I have used 38 special cases in my 38-44 Target Smith with 18 grains of FFFG (Goex Black powder) and Hollow based 147grain Ideal wadcutters that I cast, size, weigh, lube, and load myself. I prefer the CCI small pistol primers but sometimes I've noticed that Federal primers work better for Black Powder cartridges in smaller calibers for some reason. (See Photo)
The accuracy is amazing at 25 yards. All in the black with a pattern about the size of a baseball. I am of the opinion that this pattern can be tightened to about 2" if using the original load and bullet type with hollow base. I haven't been able to find an original mold but I know they are out there somewhere! There were actually 3 bullet types available in 1887 for the 38-44 Target. I have one of the molds with the heavier bullet( 148 grain RN) having a round nose and 3 lubrication grooves but haven't tested it yet. Rounds are loaded and ready though.

The heavier powder charge with the longer case would produce more velocity and that should translate to a tighter pattern.

I'll see if I can find my target in the pile. I keep range records but that was some years ago. Compression does actually fill the hollow base. I've used this same technique with my 41 Long "Hollow Base" round nose without pressure issues. When you fill the case with the weighed Black powder load it's almost to the top of the case. Compressing the bullet into the case fills that hollow base void. Otherwise you can't get a significant load in the case unless you use old balloon head cases.

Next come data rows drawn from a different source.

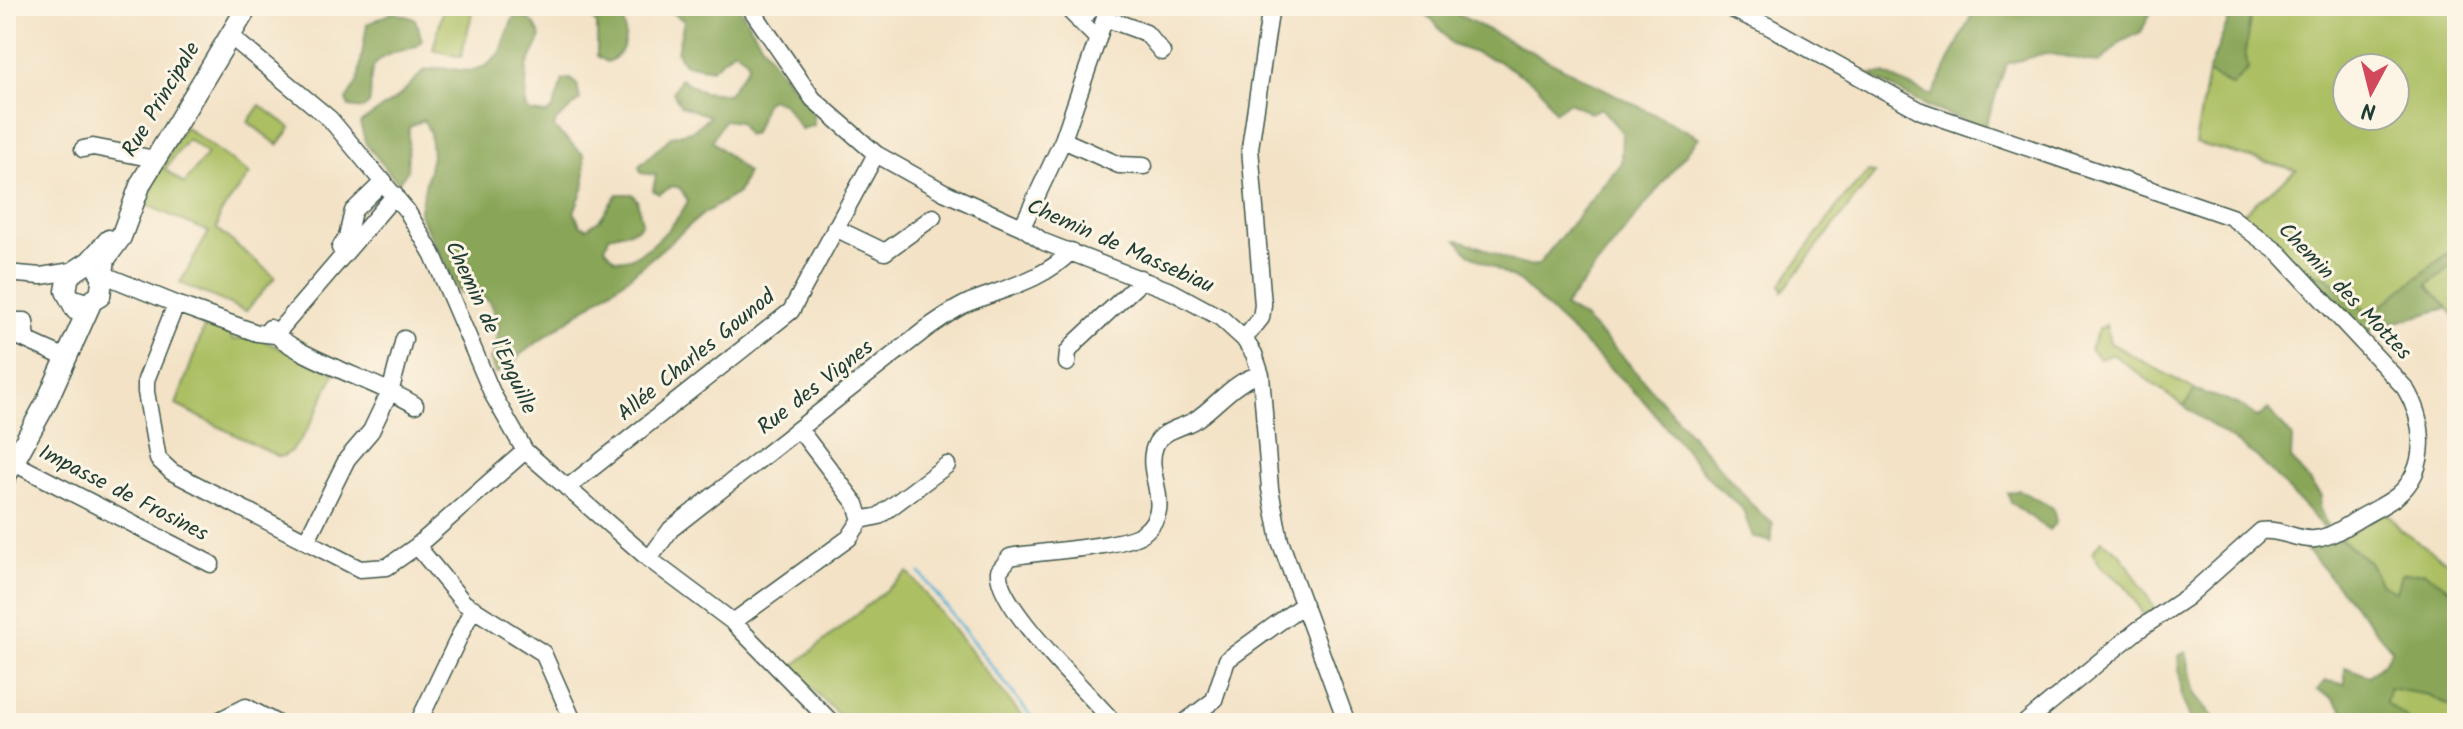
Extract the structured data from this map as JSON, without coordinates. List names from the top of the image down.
{
  "streets": {
    "main road": ["Rue Principale"],
    "street": [
      "Chemin de Massebiau",
      "Chemin des Mottes",
      "Chemin de l'Enguille",
      "Allée Charles Gounod",
      "Rue des Vignes",
      "Impasse de Frosines"
    ]
  },
  "crossings": [
    ["Rue Principale", "Chemin de l'Enguille"],
    ["Chemin de Massebiau", "Allée Charles Gounod"],
    ["Chemin de Massebiau", "Rue des Vignes"],
    ["Chemin de l'Enguille", "Allée Charles Gounod"],
    ["Chemin de l'Enguille", "Rue des Vignes"]
  ],
  "north": "bottom"
}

They are now pretty hard to find.

I have yet to try the longer 357 max or even a 357 mag but I have 357 Mag cases loaded with 23 grains and the original Target round nose heeled bullet. Trying to find a place to shoot that doesn't limit your time? It's not easy here in California now.

Also, My 38-44 Target has the long cylinder so an original case actually does not reach the end of the chamber. There is a slight throat and case stop about 1/16" of an inch from the end so you must also consider if you have a 38-44 target? Which frame you have? The earlier short frame short cylinder? Or the later Long frame, long cylinder. The short frame, short cylinder is easier to load as the original case reaches the end of the chamber.

The Op's 38-44 Target appears to me that it's the later long frame, long cylinder. So there is a slight case stop and throat in this cylinder! It is "NOT" bored straight through like the earlier short frame short cylinder. So you "CAN NOT" run the case to the end of the cylinder beyond the CASE STOP or very dangerous pressures will result no matter what powder you use!

"Extremely important"
Plus the long frame long cylinder is actually the rarest 38-44. Roughly 400 were made. So finding a replacement cylinder for a long frame would be about impossible.

So the Op's gun is very rare! If it's actually a long frame?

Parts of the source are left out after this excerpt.